The Kremlin has been caught out in the South Caucasus. It was preoccupied with Belarus, the Nord Stream 2 pipeline, the uproar over the poisoning of Alexei Navalny, and increasing domestic protest.
Azerbaijan succeeded in late September in taking control of strategic heights overlooking the two highways that connect Armenia to Nagorno-Karabakh. (Indeed, a further incitement to Azerbaijan was probably an official Armenian government announcement in late July that a third would be constructed this year.) The Armenian military probably knows that it is in danger of facing a long-term siege there. It has been trying to distract and provoke Azerbaijan with increasing attacks on civilian Azerbaijani towns and cities outside the conflict region.
Russia is keen to preserve its influence in what it calls its “near abroad,” where it cohabited with the countries concerned for 70 years under the Soviet Union, not to mention a further-reaching imperial Tsarist history. It sells arms to both sides. Thanks to Western embargoes, it is now Azerbaijan’s largest arms supplier, although Baku pays Moscow full world prices in hard currency, whereas Yerevan pays domestic Russian prices with ruble-denominated loans from Moscow.
Turkey, on the other hand, has always expressed political and military support for Azerbaijan’s struggle to recover its occupied territories. It has not acted any different this time; indeed, Turkish drones purchased by Azerbaijan were an important factor turning events in Azerbaijan’s favor. Azerbaijan also now has missile batteries and long guns, mainly from Russia, that it did not have before. With those and new drones from Turkey, it has been picking off Armenian tanks and other armor rather regularly and with relative impunity, although it has suffered some losses.
Given the close ties between Turkey and Azerbaijan, Pashinyan himself has played the Turkophobia card and even the religious card, going so far as to suggest that the conflict between Christian Armenia and Muslim Azerbaijan is a clash of civilizations. This all seems to betray a certain desperation. Russia declines to support him as strongly as he had wished, and the worldwide Armenian diaspora has been unable to help him when push came to shove.
Azerbaijan’s battleground victories are mounting. Yerevan’s refusal to engage in meaningful negotiations and withdraw from Azerbaijani lands enhances Baku’s determination to make more advances. Twenty-six years of waiting for negotiations have only produced an increasingly worse situation. Azerbaijan still hosts 1 million refugees and internally displaced persons; Armenia has increased its settlements in the occupied territories; and goods manufactured there are labeled as “made in Armenia” and exported without a problem to the European Union. The rhetoric out of Yerevan has only gotten worse over time.

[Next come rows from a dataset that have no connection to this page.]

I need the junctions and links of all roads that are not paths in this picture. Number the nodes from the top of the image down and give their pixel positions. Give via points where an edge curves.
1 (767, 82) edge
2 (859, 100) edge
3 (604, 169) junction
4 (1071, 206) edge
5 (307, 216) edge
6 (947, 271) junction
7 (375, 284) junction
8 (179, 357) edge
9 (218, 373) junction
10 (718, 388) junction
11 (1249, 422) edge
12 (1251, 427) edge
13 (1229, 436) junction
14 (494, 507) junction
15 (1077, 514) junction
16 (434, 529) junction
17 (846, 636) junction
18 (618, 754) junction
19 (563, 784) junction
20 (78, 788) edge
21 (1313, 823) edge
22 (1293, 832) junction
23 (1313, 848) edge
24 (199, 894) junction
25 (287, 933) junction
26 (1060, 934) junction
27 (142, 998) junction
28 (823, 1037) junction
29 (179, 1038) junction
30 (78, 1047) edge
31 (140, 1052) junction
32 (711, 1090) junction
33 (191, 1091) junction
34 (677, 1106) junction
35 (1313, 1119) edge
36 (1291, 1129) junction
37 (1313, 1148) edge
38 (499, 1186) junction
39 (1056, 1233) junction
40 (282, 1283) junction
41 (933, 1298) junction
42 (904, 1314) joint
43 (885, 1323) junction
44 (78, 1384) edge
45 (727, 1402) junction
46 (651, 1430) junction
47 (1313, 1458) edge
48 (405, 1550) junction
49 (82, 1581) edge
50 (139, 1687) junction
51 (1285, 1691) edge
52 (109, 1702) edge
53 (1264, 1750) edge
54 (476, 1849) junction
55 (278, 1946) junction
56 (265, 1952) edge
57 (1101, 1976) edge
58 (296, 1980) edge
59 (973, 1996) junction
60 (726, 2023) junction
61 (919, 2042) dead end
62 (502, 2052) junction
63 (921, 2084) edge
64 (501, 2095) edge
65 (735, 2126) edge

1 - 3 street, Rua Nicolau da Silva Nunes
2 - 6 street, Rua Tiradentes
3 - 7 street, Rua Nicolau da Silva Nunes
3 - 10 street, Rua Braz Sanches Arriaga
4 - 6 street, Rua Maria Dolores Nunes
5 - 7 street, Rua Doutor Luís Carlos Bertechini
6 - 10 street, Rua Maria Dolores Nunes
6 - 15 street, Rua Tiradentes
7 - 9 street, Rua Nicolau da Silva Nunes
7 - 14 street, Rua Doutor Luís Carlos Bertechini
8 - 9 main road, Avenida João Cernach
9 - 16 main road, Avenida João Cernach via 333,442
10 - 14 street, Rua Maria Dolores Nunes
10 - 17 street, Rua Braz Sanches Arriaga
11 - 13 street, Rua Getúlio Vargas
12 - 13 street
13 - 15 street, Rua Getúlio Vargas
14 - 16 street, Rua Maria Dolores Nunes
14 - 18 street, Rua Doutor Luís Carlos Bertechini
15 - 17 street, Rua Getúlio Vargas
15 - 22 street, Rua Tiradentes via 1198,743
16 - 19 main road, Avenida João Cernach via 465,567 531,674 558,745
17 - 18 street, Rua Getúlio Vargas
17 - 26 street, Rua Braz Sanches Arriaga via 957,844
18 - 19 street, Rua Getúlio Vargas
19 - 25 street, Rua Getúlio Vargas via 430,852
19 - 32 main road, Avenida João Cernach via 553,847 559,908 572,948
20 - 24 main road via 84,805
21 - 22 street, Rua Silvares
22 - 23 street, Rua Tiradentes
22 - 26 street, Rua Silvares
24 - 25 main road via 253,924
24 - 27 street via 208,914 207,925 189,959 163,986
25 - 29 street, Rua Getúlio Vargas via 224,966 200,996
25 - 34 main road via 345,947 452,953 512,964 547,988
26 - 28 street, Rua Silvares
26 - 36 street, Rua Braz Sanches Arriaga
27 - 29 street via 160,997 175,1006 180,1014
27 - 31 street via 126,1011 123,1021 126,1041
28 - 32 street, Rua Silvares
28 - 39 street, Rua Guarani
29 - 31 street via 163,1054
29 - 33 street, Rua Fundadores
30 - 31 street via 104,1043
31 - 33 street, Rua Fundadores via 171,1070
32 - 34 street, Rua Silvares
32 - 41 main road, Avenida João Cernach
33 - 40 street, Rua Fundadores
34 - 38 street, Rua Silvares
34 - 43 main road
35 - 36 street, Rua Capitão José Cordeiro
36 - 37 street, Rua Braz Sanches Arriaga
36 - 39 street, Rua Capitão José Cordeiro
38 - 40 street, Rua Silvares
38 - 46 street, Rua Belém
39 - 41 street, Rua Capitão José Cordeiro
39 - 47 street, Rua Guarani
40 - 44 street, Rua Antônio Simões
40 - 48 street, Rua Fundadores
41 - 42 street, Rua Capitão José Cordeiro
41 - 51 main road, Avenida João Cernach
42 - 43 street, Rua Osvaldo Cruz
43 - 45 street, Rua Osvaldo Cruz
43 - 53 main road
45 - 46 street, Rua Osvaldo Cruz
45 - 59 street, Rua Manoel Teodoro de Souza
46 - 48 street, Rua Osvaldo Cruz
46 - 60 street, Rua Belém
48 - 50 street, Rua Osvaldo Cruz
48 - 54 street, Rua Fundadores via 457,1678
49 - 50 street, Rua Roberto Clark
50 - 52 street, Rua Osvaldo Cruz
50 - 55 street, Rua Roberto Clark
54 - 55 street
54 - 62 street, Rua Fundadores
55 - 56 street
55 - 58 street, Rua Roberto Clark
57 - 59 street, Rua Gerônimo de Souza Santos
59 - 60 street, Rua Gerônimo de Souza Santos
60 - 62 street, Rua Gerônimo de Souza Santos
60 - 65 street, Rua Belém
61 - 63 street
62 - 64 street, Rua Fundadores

The Kremlin has been caught out in the South Caucasus. It was preoccupied with Belarus, the Nord Stream 2 pipeline, the unexpected uproar over the poisoning of the opposition activist Alexei Navalny, and increasing domestic protest and dissatisfaction. It is possible that Moscow will wait until Azerbaijan achieves certain territorial gains to weaken Pashinyan in Armenia and then use its own influence in Yerevan to oust him and install another Armenian leader more pliable to Russia’s wishes.
In doing so, Russia would accomplish several objectives. It would keep the conflicting parties on a short leash by perpetuating a lingering conflict, thus maintaining the Kremlin’s clout in the region while earning some points with Azerbaijan, with which it enjoys generally good relations. Moreover, it would punish the so-called revolutionary and unpredictable Pashinyan for overstepping Armenia’s historic role as a client state of Russia.